Russian MPs to consider bill on independent prosecutors
Lyskov, who chairs the upper house’s Committee on Legal and Judiciary Issues, has submitted the draft bill to the State Duma. “The bill seeks to establish a new legal institution of authorized, independent prosecutors,” he told Interfax on Thursday. They are needed to promote democratic institutions and civil society in Russia and to engender a sense of ”legal responsibility in high-ranking officials,” he stressed.
If adopted, the legislation will make it possible to provide effective parliamentary control over the decisions of the Prosecutor General’s Office, Lyskov explained. It also creates a legal mechanism “for the evaluation of parliamentary investigations held by both houses of parliament.”
Analysts believe the new legislation might have been also proposed as a means of stopping conflicts which erupt between different law enforcement agencies. Some of them have come into the spotlight in recent months, including the scandal involving prosecutors in the Moscow Region who were allegedly involved in an illicit gambling ring.
“We have to react to information concerning conflicts between different agencies, though not for the sake of political jabber, but rather for rational reasons,” Lyskov told Izvestia daily.

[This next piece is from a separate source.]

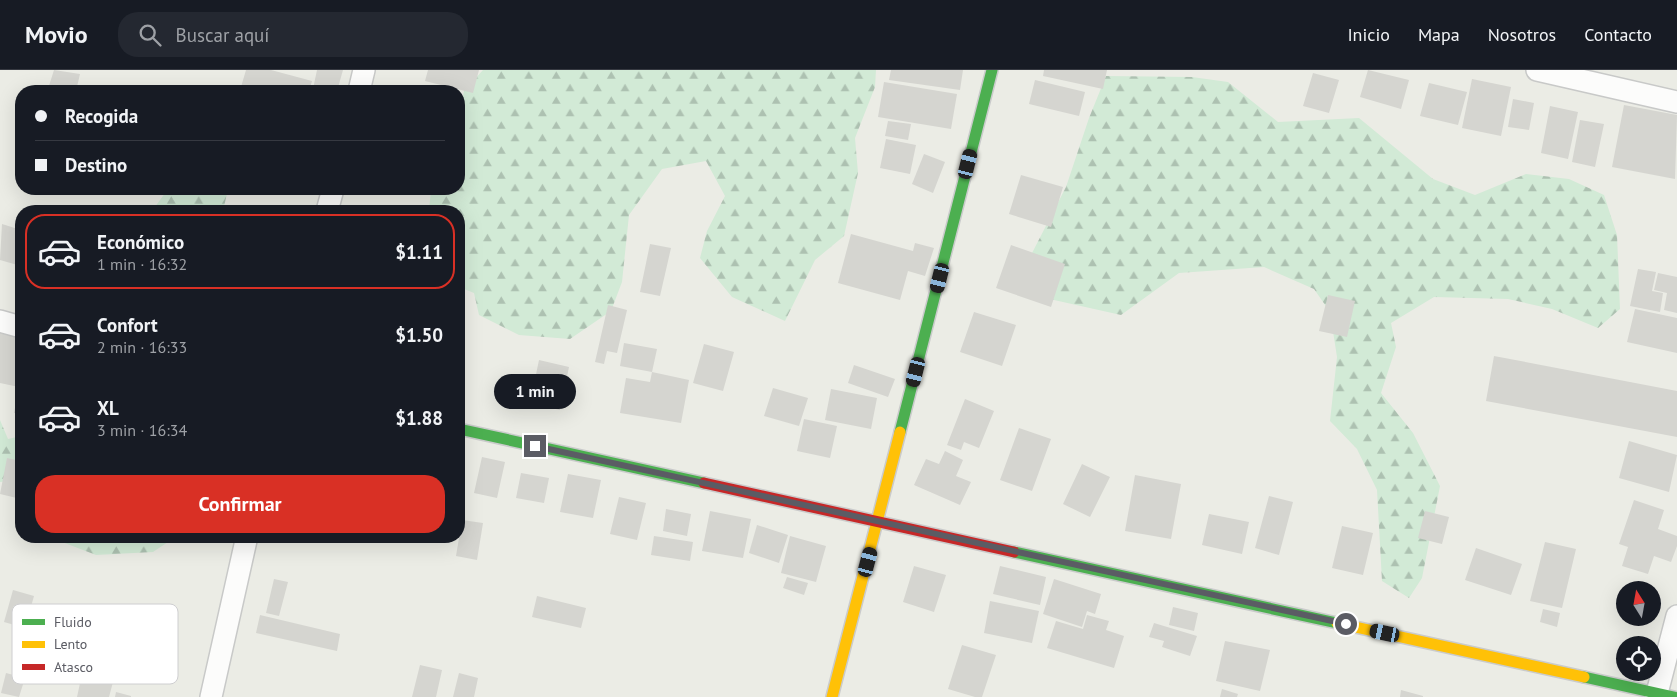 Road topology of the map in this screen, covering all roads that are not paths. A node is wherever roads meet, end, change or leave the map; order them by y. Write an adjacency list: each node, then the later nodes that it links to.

A special mechanism or legal procedure is needed to resolve any conflict situation, the MP believes. Independent prosecutors would provide an “impartial institute to check the activities of people who occupy high-ranking posts in the state,” he said.
According to the draft bill, jurists who have a breadth of experience carrying out investigative activities could become independent prosecutors. However, they should not belong to a law enforcement agency at the moment of their appointment. They will have expanded powers, but all their decisions should be taken collectively to mitigate political malfeasance.
Gennady Gudkov, Deputy Chairman of the Sate Duma Committee on Security, has supported the submitted legislation. However, he added that the deputies would have to evaluate the advantages or possible limitations of the draft bill.
The deputy said that only the lower house should consider and appoint candidates as independent prosecutors. They should also have authorities equal to or even surpassing those that the Prosecutor General’s office has.
It would be a first step in improving the function of the law enforcement system in the country, Gudkov said. Currently, the MPs from neither house have such sweeping authority, since they can only appoint special commissions to carry out investigations.